We grouped Ultra’s products by category, and ensured that each major category had both automatic and manual campaigns. We used this combination of automatic and manual with the goal of segmenting and making judgments on each individual product. Plus, always testing and optimizing ads made the campaigns increasingly efficient.
At the end of the day, an effective campaign structure allows you to balance control, speed of optimization, and data analysis.
Achieving Amazon PPC Management goals
At Search Scientists, when we’re onboarding a new client, we hash out the Goal Planning & Strategic Vision Mapping, so that the new journey in PPC is transparent and clear beyond the first few weeks. The same goes for long-term growth strategies that ensure expansion after the dust has settled.
For the project we undertook with Ultra, the main goals were to:
- Have a month‐over‐month increase in revenue.
- Keep the ACOS under 10% (in other words, Ultra wanted to spend $1 for each $10 sale.)
- Have someone who could take care of their Amazon advertising account like it was their own, so that they could focus more on high‐quality product supply and on the fast and safe delivery of those products.
After adding 14,000+ negative keywords to Ultra’s account and optimizing 720 ad groups across 17 campaigns, we’re glad to report that we’ve achieved those goals.
If we go behind the scenes, Ultra’s month‐over‐month revenue after starting out with Amazon PPC management looks pretty awesome.
What you see above, plus a touch of seasonality, is pretty much the formula that led the Search Scientists team to reach the highest revenue months ever for Ultra‘s Amazon Advertising account.
Why Working with Search Scientists is a Winning Formula
Run a search on Google for “ppc agencies clients relationship” and you’ll see that… it’s complicated. About 627,000 results complicated.
Well, this wasn’t the case with this project. The Search Scientists team was able to quickly understand Ultra’s requirements and key concerns; from there, we planned and executed a strategy that allowed them to get to where they wanted to be.
Working with such a dynamic client, with over 15 products to be added in campaigns each week, helped us build a strong relationship.
At Search Scientists, we believe that communication is key, and we go above and beyond in making sure that we always keep our clients in the loop. To do this, we answer all email enquiries within one business day, provide detailed monthly reporting, and schedule monthly strategy sessions with our clients.

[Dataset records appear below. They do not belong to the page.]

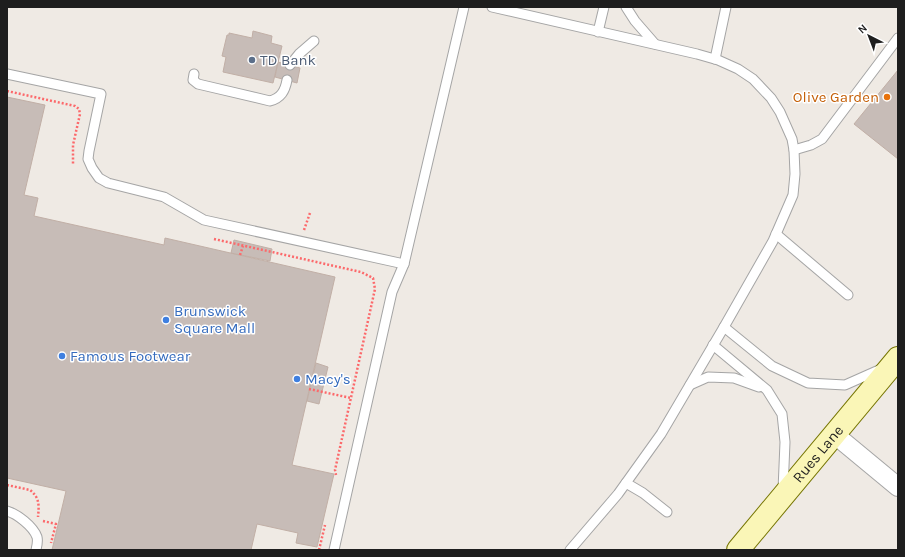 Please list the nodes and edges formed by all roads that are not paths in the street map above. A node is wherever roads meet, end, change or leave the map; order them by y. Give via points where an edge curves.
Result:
1 (464, 7) edge
2 (492, 7) edge
3 (604, 7) edge
4 (626, 7) edge
5 (726, 7) edge
6 (598, 32) junction
7 (898, 38) edge
8 (314, 41) dead end
9 (655, 44) junction
10 (714, 59) junction
11 (290, 65) dead end
12 (7, 74) edge
13 (194, 74) dead end
14 (287, 80) dead end
15 (794, 150) junction
16 (776, 234) junction
17 (404, 264) junction
18 (848, 295) dead end
19 (724, 327) junction
20 (713, 345) junction
21 (895, 361) edge
22 (690, 385) junction
23 (766, 390) junction
24 (834, 434) junction
25 (626, 483) junction
26 (898, 487) edge
27 (783, 496) junction
28 (7, 512) edge
29 (667, 512) dead end
30 (36, 550) edge
31 (334, 550) edge
32 (570, 550) edge
33 (738, 550) edge

1 - 17 lane
2 - 6 lane
3 - 6 lane
4 - 9 lane via 634,21
5 - 10 lane
6 - 9 lane
7 - 15 lane via 822,139
8 - 11 lane
9 - 10 lane
10 - 15 lane via 738,69 763,89 780,112
12 - 17 lane via 101,94 88,159 99,178 108,183 164,197 204,220
13 - 14 lane via 194,80 198,84 270,101 283,94
15 - 16 lane via 793,195
16 - 18 lane
16 - 19 lane
17 - 31 lane via 392,292
19 - 20 lane
19 - 21 lane via 772,366 808,383 845,385
20 - 22 lane
20 - 23 lane
21 - 24 main road, Rues Lane
22 - 23 lane via 708,376 734,378
22 - 25 lane via 661,434
23 - 27 lane via 782,414
24 - 26 street
24 - 27 main road, Rues Lane
25 - 29 lane
25 - 32 lane
27 - 33 main road, Rues Lane
28 - 30 lane via 21,518 37,536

The Next Steps for Gaining Constant Growth
Daft Punk would be proud of Ultra‘s strategy. Harder, Better, Faster, Stronger is what they’re aiming for.
That’s the reason why Ultra began the transition from leveraging Amazon Seller Central’s services to Amazon Marketing Services (AMS) advertising, which, on top of Sponsored Products campaigns, also bring Headline Search Ads and Product Display Ads to the table.
In the meantime, the store gets loads of 5-star reviews.
A final word on Amazon PPC
If you’re an Amazon store owner, and you’re not running Amazon PPC ads, you’ll want to look into this ASAP.
At the end of the day, you can’t just set up a store, then sit back and expect your customer to magically stumble upon your store. You need to drive traffic to your store — and running PPC ads is the best way of doing this.
Now, we get that running Amazon ads is pretty intimidating… but all you have to do is follow our step-by-step guide (see the “Amazon PPC strategy for beginners” section), and take it from there.